Contact: Jill Hummels, School of Engineering, (785) 864-2934.
LAWRENCE -- You've heard about “road rage.” Now get used to the “platoon
merge,” a driving phenomenon recently identified by a University of Kansas
graduate student that has many drivers taking evasive actions on urban freeways.
Hanwen Yi, a KU doctoral student in civil engineering from Wuhan, Hubei province
in China, developed a new video image processing and data analysis software system
to identify merging behavior of drivers at key Interstate 35 on-ramps in the
Kansas City metropolitan area. What he found was that several closely spaced
vehicles using freeway on-ramps often force themselves into the first lane, causing
other drivers to yield their right of way.
The merging vehicles -- called a platoon merge -- contribute to more congested
traffic on these already high-volume, high-speed roadways.
Yi’s research findings suggest changes are in order for how freeway on-ramps
are designed. Using data collected in his study, Yi, who completes his doctorate
this month, has developed formulas that will help engineers and designers take
into account traffic patterns, such as vehicle speed, high freeway volume and
on-ramp arrival patterns, when developing roadways.
For this research, Yi developed TransVideo, a software tool that helped analyze
more than 120 hours of videotape taken between 6:30 a.m. and 6:30 p.m. during
summer 2003 in Kansas City. Yi chose to study traffic merge patterns in depth
at I-35 northbound and Santa Fe Road in Olathe, I-35 southbound at Interstate
435 in Lenexa, I-35 northbound at 95th Street in Lenexa, I-35 southbound at 87th
in Lenexa and I-35 northbound and South 18th Street Expressway in Kansas City,
Kan. During peak drive times, the merge areas at Santa Fe and I-435 can experience
more than 2,600 vehicles an hour -- roughly one car, truck, semi-truck or RV
every 1.36 seconds.
Previous studies of traffic behavior suggest that drivers in the merge lane are
the only ones influenced by the freeway traffic volume and speed. According to
Yi's findings, the freeway merge process is instead a much more complex, two-way
influence phenomenon.
When the freeway traffic has a good line of sight, the first lane of
traffic on the freeway will begin to slow down or change lanes before
the ramp to adjust to the influx of platoon merge vehicles on the on-ramp.

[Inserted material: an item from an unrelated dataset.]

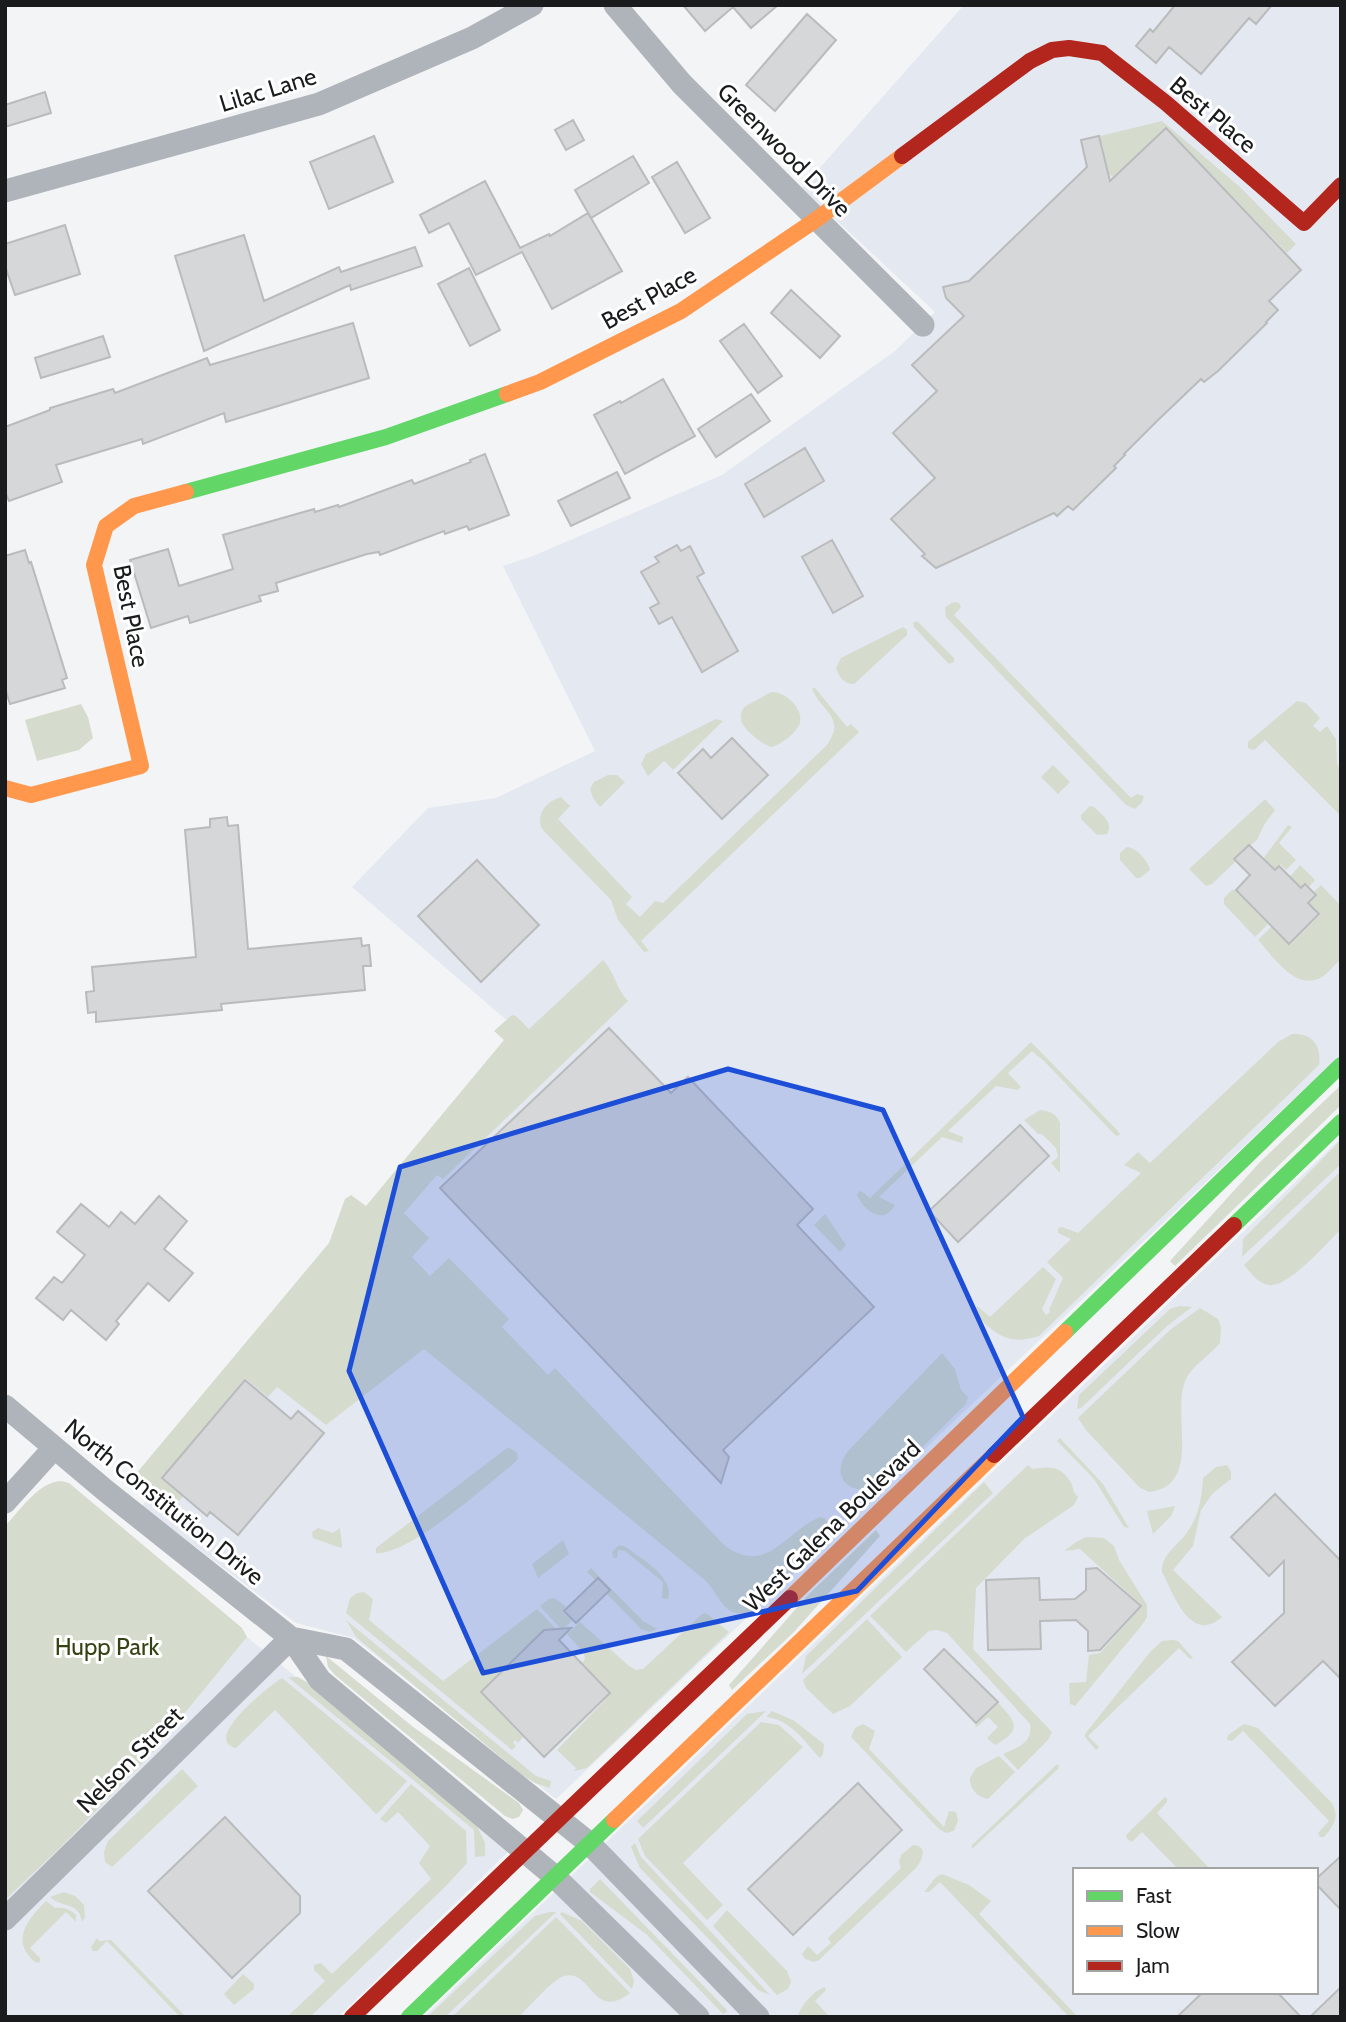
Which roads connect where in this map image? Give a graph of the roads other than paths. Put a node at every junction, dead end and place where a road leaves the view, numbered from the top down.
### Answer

That means the freeway traffic is also significantly influenced by
these platoons of cars. The influences of ramp vehicles on freeway traffic can
cause freeway vehicles to take evasive action to avoid platoon merge
conflicts.
The likelihood of evasive action increases dramatically when the platoon
merge is five or more cars (or two semi-trucks) long. In these situations
-- which Yi calls an invasive platoon -- more than 50 percent of the cars
in the first lane of the freeway will change lanes and more than 85 percent
of those first-lane cars will slow down. These evasive actions in turn put
additional pressure on the second (far left) lane of traffic, causing traffic
to slow down and become congested all across the roadway.
In addition to identifying the thuggish habits of the platoon merge,
Yi found that as traffic volume increases on the freeway, the ability of
individual drivers on the on-ramp to merge successfully is compromised. In
fact, when the first and second lanes of the freeway carry 3,000 vehicles
or more an hour, the ability of on-ramp traffic to merge freely without conflicts
into the first lane of traffic drops to zero. As merging drivers attempt
to negotiate the maneuver, they begin to experience conflicts with vehicles
on the freeway, and in situations with a limited length of merge lane, they
may run out of ramp.
In extreme cases, the merging drivers will abort the maneuver. Yi calls
these vehicles the challenged merge. These drivers on average use twice the
ramp distance to complete a merge than what is needed by a driver who is
able to complete a merge without any conflict. Yi asserts these challenged
drivers may be aided by the addition of a buffer at the far end of the ramp.